(ASSIGNMENT): Pull every line holding the string "Drive" from the records below.

Stored data
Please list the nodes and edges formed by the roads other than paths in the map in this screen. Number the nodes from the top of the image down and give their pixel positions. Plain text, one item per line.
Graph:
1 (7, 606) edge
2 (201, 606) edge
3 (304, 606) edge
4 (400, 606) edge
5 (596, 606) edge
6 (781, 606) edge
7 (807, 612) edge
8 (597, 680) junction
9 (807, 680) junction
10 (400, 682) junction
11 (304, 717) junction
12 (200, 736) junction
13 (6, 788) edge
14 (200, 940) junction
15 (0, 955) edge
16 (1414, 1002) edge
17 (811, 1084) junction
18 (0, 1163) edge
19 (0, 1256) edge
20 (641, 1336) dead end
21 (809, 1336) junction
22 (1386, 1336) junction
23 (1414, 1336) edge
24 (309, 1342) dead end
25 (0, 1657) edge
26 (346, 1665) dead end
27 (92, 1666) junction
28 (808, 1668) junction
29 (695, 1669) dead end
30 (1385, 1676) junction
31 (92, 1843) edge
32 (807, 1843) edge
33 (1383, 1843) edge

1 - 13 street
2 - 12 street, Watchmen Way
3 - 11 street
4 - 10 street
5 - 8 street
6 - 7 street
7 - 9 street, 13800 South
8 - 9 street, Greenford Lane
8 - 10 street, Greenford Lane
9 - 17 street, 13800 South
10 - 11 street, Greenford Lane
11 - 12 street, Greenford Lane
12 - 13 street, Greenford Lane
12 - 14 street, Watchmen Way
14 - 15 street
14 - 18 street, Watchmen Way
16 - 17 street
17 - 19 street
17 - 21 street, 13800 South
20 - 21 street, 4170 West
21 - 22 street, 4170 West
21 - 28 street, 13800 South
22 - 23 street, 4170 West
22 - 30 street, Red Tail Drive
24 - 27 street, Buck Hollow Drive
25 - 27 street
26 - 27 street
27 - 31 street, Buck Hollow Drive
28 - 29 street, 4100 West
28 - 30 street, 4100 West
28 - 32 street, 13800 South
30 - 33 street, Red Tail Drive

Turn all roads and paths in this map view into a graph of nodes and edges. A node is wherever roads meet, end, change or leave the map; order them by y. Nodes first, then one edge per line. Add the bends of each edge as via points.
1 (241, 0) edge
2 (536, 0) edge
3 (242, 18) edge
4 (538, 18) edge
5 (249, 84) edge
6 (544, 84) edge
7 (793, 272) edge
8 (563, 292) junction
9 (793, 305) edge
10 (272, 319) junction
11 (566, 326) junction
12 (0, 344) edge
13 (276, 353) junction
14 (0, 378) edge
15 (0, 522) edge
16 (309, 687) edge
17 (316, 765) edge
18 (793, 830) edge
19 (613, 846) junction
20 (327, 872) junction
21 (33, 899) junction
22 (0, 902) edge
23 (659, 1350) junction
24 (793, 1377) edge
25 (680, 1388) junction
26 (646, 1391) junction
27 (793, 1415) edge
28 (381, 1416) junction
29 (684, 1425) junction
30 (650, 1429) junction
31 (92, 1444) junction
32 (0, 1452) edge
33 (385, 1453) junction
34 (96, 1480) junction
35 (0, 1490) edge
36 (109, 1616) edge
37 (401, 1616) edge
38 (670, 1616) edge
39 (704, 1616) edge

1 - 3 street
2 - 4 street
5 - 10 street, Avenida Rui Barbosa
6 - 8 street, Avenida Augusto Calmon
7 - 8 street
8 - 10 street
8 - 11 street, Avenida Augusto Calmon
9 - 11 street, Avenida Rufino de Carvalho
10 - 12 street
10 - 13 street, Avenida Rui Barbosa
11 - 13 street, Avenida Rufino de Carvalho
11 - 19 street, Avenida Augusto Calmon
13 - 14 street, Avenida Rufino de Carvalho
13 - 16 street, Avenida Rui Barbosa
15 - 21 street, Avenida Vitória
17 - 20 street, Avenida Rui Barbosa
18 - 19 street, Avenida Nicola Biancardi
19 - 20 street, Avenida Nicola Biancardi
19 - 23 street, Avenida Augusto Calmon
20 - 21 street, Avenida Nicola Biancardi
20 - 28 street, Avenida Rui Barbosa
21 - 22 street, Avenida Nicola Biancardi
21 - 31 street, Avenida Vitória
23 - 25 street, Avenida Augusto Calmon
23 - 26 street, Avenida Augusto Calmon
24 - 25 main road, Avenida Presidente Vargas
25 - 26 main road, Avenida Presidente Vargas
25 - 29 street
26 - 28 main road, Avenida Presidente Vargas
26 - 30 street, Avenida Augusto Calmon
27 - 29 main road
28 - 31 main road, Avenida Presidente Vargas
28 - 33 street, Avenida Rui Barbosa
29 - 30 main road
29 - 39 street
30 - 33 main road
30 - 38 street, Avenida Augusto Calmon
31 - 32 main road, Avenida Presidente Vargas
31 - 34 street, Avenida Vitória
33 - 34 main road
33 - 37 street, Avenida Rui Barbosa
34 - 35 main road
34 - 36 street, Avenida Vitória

(RESULT OF THIS EXERCISE):
22 - 30 street, Red Tail Drive
24 - 27 street, Buck Hollow Drive
27 - 31 street, Buck Hollow Drive
30 - 33 street, Red Tail Drive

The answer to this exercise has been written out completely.